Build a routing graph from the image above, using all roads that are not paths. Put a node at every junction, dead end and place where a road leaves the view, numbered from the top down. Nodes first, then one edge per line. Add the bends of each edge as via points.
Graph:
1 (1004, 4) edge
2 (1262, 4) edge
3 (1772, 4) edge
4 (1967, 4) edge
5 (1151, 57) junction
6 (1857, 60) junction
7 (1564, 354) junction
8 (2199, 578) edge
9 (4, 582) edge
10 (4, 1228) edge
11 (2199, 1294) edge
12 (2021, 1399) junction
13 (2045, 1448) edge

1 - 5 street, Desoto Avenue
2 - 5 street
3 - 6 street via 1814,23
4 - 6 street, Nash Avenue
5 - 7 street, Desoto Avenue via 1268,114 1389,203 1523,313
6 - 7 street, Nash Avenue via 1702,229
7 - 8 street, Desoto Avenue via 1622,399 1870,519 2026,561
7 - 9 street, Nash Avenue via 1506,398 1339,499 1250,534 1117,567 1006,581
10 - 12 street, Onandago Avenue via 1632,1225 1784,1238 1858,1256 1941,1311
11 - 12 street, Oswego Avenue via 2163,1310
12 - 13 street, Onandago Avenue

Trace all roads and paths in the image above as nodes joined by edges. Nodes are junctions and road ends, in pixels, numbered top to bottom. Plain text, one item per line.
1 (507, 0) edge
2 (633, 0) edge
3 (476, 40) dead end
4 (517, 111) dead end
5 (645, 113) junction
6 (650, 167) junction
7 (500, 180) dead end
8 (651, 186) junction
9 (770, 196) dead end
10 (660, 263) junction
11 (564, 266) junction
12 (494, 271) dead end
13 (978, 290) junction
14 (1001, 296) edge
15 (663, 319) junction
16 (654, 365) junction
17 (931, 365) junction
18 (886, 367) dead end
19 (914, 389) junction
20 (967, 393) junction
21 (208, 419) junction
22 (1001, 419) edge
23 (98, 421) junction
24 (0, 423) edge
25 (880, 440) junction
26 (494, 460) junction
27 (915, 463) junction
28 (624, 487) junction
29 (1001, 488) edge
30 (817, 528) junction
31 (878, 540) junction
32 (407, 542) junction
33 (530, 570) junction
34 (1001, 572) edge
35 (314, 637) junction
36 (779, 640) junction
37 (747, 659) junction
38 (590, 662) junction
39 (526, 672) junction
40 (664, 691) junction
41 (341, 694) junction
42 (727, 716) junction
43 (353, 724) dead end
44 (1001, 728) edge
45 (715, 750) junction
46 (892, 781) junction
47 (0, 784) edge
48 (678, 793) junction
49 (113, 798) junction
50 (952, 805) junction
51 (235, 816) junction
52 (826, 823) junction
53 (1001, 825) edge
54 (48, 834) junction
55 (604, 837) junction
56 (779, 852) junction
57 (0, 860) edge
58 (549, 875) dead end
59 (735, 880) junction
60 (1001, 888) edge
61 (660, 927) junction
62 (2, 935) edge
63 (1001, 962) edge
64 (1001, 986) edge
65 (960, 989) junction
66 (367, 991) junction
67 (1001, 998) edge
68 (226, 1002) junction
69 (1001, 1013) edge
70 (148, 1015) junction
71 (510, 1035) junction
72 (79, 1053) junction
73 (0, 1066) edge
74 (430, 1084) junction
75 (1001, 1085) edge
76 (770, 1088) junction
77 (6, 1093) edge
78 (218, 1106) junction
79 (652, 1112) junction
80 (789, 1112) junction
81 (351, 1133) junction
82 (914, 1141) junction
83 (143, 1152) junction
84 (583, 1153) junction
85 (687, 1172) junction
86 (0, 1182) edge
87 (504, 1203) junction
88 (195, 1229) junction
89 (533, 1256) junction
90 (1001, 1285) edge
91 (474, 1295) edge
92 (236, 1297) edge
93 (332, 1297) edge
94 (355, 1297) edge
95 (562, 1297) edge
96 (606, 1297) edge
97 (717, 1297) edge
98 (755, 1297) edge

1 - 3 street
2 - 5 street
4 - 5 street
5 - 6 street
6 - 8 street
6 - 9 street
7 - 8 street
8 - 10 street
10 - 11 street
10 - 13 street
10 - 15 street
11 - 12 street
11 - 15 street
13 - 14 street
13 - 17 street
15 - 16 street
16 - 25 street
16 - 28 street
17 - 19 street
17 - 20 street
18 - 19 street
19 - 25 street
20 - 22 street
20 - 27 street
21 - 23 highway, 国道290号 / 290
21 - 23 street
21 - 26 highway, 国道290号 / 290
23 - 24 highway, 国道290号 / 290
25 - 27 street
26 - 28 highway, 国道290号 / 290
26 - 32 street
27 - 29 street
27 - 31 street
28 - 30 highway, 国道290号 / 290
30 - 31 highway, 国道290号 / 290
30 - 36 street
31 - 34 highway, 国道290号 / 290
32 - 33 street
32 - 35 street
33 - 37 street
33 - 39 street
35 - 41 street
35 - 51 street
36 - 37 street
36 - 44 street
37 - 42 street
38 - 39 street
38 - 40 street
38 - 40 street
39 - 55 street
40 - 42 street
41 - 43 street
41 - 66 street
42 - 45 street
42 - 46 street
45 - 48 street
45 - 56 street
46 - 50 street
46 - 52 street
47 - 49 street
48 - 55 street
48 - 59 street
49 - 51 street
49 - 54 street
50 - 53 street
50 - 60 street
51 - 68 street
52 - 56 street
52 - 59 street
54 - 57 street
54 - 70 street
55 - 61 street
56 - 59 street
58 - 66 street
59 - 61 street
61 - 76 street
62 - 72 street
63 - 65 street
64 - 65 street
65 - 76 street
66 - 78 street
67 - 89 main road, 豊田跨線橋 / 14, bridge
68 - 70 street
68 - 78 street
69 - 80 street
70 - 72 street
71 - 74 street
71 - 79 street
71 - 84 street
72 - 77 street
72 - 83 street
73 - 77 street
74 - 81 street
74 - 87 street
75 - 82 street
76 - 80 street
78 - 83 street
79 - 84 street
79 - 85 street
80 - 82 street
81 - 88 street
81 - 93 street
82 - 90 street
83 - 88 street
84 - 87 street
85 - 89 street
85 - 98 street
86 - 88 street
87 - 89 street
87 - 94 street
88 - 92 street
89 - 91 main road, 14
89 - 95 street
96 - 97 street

YOUR GOAL
Transcribe all of the entries without alteration.

EXERCISE OUTPUT
Build a routing graph from the image above, using all roads that are not paths. Put a node at every junction, dead end and place where a road leaves the view, numbered from the top down. Nodes first, then one edge per line. Add the bends of each edge as via points.
Graph:
1 (1004, 4) edge
2 (1262, 4) edge
3 (1772, 4) edge
4 (1967, 4) edge
5 (1151, 57) junction
6 (1857, 60) junction
7 (1564, 354) junction
8 (2199, 578) edge
9 (4, 582) edge
10 (4, 1228) edge
11 (2199, 1294) edge
12 (2021, 1399) junction
13 (2045, 1448) edge

1 - 5 street, Desoto Avenue
2 - 5 street
3 - 6 street via 1814,23
4 - 6 street, Nash Avenue
5 - 7 street, Desoto Avenue via 1268,114 1389,203 1523,313
6 - 7 street, Nash Avenue via 1702,229
7 - 8 street, Desoto Avenue via 1622,399 1870,519 2026,561
7 - 9 street, Nash Avenue via 1506,398 1339,499 1250,534 1117,567 1006,581
10 - 12 street, Onandago Avenue via 1632,1225 1784,1238 1858,1256 1941,1311
11 - 12 street, Oswego Avenue via 2163,1310
12 - 13 street, Onandago Avenue

Trace all roads and paths in the image above as nodes joined by edges. Nodes are junctions and road ends, in pixels, numbered top to bottom. Plain text, one item per line.
1 (507, 0) edge
2 (633, 0) edge
3 (476, 40) dead end
4 (517, 111) dead end
5 (645, 113) junction
6 (650, 167) junction
7 (500, 180) dead end
8 (651, 186) junction
9 (770, 196) dead end
10 (660, 263) junction
11 (564, 266) junction
12 (494, 271) dead end
13 (978, 290) junction
14 (1001, 296) edge
15 (663, 319) junction
16 (654, 365) junction
17 (931, 365) junction
18 (886, 367) dead end
19 (914, 389) junction
20 (967, 393) junction
21 (208, 419) junction
22 (1001, 419) edge
23 (98, 421) junction
24 (0, 423) edge
25 (880, 440) junction
26 (494, 460) junction
27 (915, 463) junction
28 (624, 487) junction
29 (1001, 488) edge
30 (817, 528) junction
31 (878, 540) junction
32 (407, 542) junction
33 (530, 570) junction
34 (1001, 572) edge
35 (314, 637) junction
36 (779, 640) junction
37 (747, 659) junction
38 (590, 662) junction
39 (526, 672) junction
40 (664, 691) junction
41 (341, 694) junction
42 (727, 716) junction
43 (353, 724) dead end
44 (1001, 728) edge
45 (715, 750) junction
46 (892, 781) junction
47 (0, 784) edge
48 (678, 793) junction
49 (113, 798) junction
50 (952, 805) junction
51 (235, 816) junction
52 (826, 823) junction
53 (1001, 825) edge
54 (48, 834) junction
55 (604, 837) junction
56 (779, 852) junction
57 (0, 860) edge
58 (549, 875) dead end
59 (735, 880) junction
60 (1001, 888) edge
61 (660, 927) junction
62 (2, 935) edge
63 (1001, 962) edge
64 (1001, 986) edge
65 (960, 989) junction
66 (367, 991) junction
67 (1001, 998) edge
68 (226, 1002) junction
69 (1001, 1013) edge
70 (148, 1015) junction
71 (510, 1035) junction
72 (79, 1053) junction
73 (0, 1066) edge
74 (430, 1084) junction
75 (1001, 1085) edge
76 (770, 1088) junction
77 (6, 1093) edge
78 (218, 1106) junction
79 (652, 1112) junction
80 (789, 1112) junction
81 (351, 1133) junction
82 (914, 1141) junction
83 (143, 1152) junction
84 (583, 1153) junction
85 (687, 1172) junction
86 (0, 1182) edge
87 (504, 1203) junction
88 (195, 1229) junction
89 (533, 1256) junction
90 (1001, 1285) edge
91 (474, 1295) edge
92 (236, 1297) edge
93 (332, 1297) edge
94 (355, 1297) edge
95 (562, 1297) edge
96 (606, 1297) edge
97 (717, 1297) edge
98 (755, 1297) edge

1 - 3 street
2 - 5 street
4 - 5 street
5 - 6 street
6 - 8 street
6 - 9 street
7 - 8 street
8 - 10 street
10 - 11 street
10 - 13 street
10 - 15 street
11 - 12 street
11 - 15 street
13 - 14 street
13 - 17 street
15 - 16 street
16 - 25 street
16 - 28 street
17 - 19 street
17 - 20 street
18 - 19 street
19 - 25 street
20 - 22 street
20 - 27 street
21 - 23 highway, 国道290号 / 290
21 - 23 street
21 - 26 highway, 国道290号 / 290
23 - 24 highway, 国道290号 / 290
25 - 27 street
26 - 28 highway, 国道290号 / 290
26 - 32 street
27 - 29 street
27 - 31 street
28 - 30 highway, 国道290号 / 290
30 - 31 highway, 国道290号 / 290
30 - 36 street
31 - 34 highway, 国道290号 / 290
32 - 33 street
32 - 35 street
33 - 37 street
33 - 39 street
35 - 41 street
35 - 51 street
36 - 37 street
36 - 44 street
37 - 42 street
38 - 39 street
38 - 40 street
38 - 40 street
39 - 55 street
40 - 42 street
41 - 43 street
41 - 66 street
42 - 45 street
42 - 46 street
45 - 48 street
45 - 56 street
46 - 50 street
46 - 52 street
47 - 49 street
48 - 55 street
48 - 59 street
49 - 51 street
49 - 54 street
50 - 53 street
50 - 60 street
51 - 68 street
52 - 56 street
52 - 59 street
54 - 57 street
54 - 70 street
55 - 61 street
56 - 59 street
58 - 66 street
59 - 61 street
61 - 76 street
62 - 72 street
63 - 65 street
64 - 65 street
65 - 76 street
66 - 78 street
67 - 89 main road, 豊田跨線橋 / 14, bridge
68 - 70 street
68 - 78 street
69 - 80 street
70 - 72 street
71 - 74 street
71 - 79 street
71 - 84 street
72 - 77 street
72 - 83 street
73 - 77 street
74 - 81 street
74 - 87 street
75 - 82 street
76 - 80 street
78 - 83 street
79 - 84 street
79 - 85 street
80 - 82 street
81 - 88 street
81 - 93 street
82 - 90 street
83 - 88 street
84 - 87 street
85 - 89 street
85 - 98 street
86 - 88 street
87 - 89 street
87 - 94 street
88 - 92 street
89 - 91 main road, 14
89 - 95 street
96 - 97 street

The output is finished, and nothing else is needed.